**** Task data ****

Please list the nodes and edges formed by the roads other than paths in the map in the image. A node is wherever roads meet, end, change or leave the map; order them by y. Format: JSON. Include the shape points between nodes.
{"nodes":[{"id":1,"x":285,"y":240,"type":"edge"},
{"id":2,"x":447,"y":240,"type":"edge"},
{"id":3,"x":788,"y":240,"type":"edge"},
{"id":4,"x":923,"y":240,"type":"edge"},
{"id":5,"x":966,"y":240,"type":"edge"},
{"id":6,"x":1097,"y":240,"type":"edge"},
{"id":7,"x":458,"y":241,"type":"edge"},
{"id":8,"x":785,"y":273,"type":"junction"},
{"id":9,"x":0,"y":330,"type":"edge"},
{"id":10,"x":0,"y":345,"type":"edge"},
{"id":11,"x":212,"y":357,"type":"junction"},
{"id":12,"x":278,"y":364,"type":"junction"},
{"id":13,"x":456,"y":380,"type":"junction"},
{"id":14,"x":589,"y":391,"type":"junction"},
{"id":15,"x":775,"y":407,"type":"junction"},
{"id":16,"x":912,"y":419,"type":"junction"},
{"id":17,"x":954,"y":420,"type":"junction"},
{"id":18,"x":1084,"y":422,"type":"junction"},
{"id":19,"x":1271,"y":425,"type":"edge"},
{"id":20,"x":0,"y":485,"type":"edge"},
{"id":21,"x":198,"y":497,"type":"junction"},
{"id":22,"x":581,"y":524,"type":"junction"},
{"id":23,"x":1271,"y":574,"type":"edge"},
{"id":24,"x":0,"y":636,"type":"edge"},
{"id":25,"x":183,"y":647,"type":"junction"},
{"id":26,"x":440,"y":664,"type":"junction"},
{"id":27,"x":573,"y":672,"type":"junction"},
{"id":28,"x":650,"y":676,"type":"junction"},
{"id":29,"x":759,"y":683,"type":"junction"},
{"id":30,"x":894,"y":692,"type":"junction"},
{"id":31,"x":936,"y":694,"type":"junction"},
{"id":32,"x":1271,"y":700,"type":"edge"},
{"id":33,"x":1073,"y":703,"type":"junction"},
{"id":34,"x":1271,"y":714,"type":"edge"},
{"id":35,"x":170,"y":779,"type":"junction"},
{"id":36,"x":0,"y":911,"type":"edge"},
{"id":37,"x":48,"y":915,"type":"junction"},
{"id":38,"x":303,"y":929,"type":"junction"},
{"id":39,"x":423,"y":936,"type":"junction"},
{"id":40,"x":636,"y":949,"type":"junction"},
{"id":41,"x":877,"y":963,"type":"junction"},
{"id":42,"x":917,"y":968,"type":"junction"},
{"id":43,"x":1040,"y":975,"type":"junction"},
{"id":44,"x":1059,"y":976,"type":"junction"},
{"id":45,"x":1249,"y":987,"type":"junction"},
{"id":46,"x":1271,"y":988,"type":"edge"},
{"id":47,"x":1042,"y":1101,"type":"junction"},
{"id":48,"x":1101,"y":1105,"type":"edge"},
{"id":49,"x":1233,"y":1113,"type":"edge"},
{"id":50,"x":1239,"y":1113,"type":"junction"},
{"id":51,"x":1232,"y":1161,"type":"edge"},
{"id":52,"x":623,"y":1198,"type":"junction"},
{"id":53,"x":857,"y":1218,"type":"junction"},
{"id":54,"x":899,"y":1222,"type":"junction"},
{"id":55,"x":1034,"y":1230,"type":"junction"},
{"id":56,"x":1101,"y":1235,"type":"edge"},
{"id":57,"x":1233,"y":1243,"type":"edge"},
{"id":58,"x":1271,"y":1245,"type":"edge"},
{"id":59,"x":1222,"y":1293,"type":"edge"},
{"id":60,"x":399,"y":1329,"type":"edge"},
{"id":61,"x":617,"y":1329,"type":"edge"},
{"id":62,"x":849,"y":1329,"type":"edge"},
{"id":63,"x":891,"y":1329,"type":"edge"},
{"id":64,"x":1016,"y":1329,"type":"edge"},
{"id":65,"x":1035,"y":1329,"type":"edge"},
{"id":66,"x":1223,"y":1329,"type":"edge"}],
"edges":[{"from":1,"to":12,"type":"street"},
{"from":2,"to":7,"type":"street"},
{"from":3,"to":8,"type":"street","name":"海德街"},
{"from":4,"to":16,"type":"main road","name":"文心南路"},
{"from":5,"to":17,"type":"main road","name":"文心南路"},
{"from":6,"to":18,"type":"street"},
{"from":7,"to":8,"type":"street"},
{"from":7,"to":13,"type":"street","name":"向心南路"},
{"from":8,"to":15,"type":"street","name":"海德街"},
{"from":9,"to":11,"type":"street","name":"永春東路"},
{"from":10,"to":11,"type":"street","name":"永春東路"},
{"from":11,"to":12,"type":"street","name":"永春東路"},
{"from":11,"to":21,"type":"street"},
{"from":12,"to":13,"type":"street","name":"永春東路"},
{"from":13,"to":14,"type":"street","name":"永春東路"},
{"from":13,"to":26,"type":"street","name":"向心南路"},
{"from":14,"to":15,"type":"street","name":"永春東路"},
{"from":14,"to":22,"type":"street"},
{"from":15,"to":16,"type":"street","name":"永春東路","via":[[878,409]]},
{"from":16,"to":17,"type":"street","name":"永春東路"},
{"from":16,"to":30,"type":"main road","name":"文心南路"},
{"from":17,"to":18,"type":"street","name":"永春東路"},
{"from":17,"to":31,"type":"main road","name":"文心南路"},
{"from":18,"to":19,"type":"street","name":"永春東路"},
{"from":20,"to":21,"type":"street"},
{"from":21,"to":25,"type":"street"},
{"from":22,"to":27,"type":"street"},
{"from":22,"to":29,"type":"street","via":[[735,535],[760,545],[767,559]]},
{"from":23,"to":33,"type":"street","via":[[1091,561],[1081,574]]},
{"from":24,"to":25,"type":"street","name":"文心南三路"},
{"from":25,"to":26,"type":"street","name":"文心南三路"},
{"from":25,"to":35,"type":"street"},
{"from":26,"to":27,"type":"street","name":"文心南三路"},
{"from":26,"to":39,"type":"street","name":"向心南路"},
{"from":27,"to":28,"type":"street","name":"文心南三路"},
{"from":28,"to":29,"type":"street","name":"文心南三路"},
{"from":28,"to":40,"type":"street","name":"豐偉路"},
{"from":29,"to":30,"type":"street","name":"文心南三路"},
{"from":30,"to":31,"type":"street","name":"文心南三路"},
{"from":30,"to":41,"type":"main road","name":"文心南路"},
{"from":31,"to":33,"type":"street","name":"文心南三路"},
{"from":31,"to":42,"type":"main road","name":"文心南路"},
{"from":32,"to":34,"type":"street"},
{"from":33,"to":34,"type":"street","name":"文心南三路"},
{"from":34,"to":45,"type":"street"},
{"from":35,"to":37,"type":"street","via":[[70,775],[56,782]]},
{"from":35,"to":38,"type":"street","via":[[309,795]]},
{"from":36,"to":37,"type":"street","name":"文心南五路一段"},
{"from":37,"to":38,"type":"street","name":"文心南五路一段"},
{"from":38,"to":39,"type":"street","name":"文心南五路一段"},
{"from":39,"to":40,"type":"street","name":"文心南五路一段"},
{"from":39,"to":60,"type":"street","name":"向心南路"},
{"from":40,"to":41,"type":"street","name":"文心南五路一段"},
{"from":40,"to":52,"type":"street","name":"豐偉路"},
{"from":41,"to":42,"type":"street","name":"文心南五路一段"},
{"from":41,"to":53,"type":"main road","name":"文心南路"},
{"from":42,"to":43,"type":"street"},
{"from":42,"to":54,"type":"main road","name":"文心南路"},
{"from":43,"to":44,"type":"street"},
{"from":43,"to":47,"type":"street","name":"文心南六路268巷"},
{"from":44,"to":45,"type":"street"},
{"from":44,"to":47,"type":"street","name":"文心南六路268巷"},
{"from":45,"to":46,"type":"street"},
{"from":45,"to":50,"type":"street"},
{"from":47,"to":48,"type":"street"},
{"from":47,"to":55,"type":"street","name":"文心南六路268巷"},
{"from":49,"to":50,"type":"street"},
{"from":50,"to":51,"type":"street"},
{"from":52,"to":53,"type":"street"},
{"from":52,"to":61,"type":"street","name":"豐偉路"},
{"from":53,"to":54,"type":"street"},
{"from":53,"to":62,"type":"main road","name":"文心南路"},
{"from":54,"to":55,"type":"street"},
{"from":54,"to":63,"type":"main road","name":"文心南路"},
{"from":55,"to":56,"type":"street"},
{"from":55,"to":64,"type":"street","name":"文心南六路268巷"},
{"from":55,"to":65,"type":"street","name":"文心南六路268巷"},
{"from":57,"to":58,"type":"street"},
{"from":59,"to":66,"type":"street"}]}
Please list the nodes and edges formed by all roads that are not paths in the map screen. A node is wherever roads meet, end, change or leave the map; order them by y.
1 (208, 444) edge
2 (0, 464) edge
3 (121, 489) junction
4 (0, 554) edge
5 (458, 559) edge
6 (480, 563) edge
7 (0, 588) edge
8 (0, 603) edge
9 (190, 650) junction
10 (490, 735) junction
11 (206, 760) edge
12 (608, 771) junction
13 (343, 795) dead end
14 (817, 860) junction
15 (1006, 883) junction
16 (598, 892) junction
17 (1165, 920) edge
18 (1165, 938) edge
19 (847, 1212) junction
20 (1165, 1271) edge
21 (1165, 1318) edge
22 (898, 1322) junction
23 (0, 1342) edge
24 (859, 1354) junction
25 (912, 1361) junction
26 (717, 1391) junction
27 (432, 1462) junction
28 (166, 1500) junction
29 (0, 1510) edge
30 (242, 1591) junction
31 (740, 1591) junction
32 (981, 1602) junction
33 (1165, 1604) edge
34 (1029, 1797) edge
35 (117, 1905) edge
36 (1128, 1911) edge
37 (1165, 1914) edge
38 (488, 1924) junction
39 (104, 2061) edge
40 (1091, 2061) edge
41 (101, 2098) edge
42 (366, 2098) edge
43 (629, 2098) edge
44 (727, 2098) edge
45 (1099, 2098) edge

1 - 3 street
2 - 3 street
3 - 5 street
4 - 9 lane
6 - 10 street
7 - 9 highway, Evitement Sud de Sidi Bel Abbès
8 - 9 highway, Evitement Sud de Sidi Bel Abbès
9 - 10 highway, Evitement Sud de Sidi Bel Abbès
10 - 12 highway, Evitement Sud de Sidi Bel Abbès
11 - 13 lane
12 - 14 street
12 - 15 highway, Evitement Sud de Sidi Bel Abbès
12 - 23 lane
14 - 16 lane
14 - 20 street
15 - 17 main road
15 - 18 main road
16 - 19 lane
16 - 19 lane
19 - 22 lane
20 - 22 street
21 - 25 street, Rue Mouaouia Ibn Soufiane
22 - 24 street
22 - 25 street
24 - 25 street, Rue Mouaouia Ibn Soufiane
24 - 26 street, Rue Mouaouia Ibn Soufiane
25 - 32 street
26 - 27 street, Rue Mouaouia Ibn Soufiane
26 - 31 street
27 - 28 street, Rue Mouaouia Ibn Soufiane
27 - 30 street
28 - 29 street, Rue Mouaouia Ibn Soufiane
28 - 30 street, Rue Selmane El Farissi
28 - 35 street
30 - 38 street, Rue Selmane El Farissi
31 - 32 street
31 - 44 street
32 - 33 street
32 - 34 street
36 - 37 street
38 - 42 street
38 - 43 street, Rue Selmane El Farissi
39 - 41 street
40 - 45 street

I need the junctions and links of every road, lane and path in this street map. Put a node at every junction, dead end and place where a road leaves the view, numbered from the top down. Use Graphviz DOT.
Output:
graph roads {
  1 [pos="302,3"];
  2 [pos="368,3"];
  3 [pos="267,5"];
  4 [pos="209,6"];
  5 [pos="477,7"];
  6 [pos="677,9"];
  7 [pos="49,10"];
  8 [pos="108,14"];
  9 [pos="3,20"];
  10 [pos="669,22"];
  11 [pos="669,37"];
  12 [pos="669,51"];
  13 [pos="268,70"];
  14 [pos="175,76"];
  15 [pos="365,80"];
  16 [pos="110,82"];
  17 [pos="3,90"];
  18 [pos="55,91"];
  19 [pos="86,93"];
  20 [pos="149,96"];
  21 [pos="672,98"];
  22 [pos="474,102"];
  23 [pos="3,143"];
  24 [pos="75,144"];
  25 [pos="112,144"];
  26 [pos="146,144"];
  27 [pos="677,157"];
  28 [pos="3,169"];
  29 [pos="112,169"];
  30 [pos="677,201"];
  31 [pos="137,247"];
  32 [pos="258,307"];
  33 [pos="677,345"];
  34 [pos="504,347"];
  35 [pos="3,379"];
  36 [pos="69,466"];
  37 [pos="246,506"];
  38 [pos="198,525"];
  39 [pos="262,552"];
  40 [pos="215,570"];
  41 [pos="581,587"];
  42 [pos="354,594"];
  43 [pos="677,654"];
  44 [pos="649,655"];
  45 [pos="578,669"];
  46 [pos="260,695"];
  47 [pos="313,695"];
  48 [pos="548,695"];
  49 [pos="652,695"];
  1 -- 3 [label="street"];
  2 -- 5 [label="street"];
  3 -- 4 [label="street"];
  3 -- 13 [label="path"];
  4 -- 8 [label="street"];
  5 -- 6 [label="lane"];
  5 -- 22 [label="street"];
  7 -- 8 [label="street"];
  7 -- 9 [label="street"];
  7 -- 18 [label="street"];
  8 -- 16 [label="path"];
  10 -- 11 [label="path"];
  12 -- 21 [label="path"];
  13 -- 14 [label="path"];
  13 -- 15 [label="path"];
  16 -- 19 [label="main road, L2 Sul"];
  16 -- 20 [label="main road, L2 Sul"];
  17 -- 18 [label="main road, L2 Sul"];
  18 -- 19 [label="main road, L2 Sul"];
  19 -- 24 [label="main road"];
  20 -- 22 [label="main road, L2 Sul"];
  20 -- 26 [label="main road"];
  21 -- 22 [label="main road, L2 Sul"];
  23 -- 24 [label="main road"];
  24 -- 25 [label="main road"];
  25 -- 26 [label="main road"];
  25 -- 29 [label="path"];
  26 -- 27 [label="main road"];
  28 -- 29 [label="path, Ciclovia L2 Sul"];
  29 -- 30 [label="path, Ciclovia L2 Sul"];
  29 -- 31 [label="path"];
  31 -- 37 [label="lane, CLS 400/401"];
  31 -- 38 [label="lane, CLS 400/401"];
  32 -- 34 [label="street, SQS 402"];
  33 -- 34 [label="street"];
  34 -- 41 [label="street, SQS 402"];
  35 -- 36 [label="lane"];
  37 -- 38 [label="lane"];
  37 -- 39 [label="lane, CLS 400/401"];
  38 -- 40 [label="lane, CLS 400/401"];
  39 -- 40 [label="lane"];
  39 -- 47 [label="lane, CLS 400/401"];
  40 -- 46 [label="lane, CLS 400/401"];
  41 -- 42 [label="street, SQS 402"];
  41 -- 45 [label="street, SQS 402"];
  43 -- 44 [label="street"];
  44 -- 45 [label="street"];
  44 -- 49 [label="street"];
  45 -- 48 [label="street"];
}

****

Instructions to follow: In the entries above, count each line holding the word "roads" and give that count alone.

Your solution: 3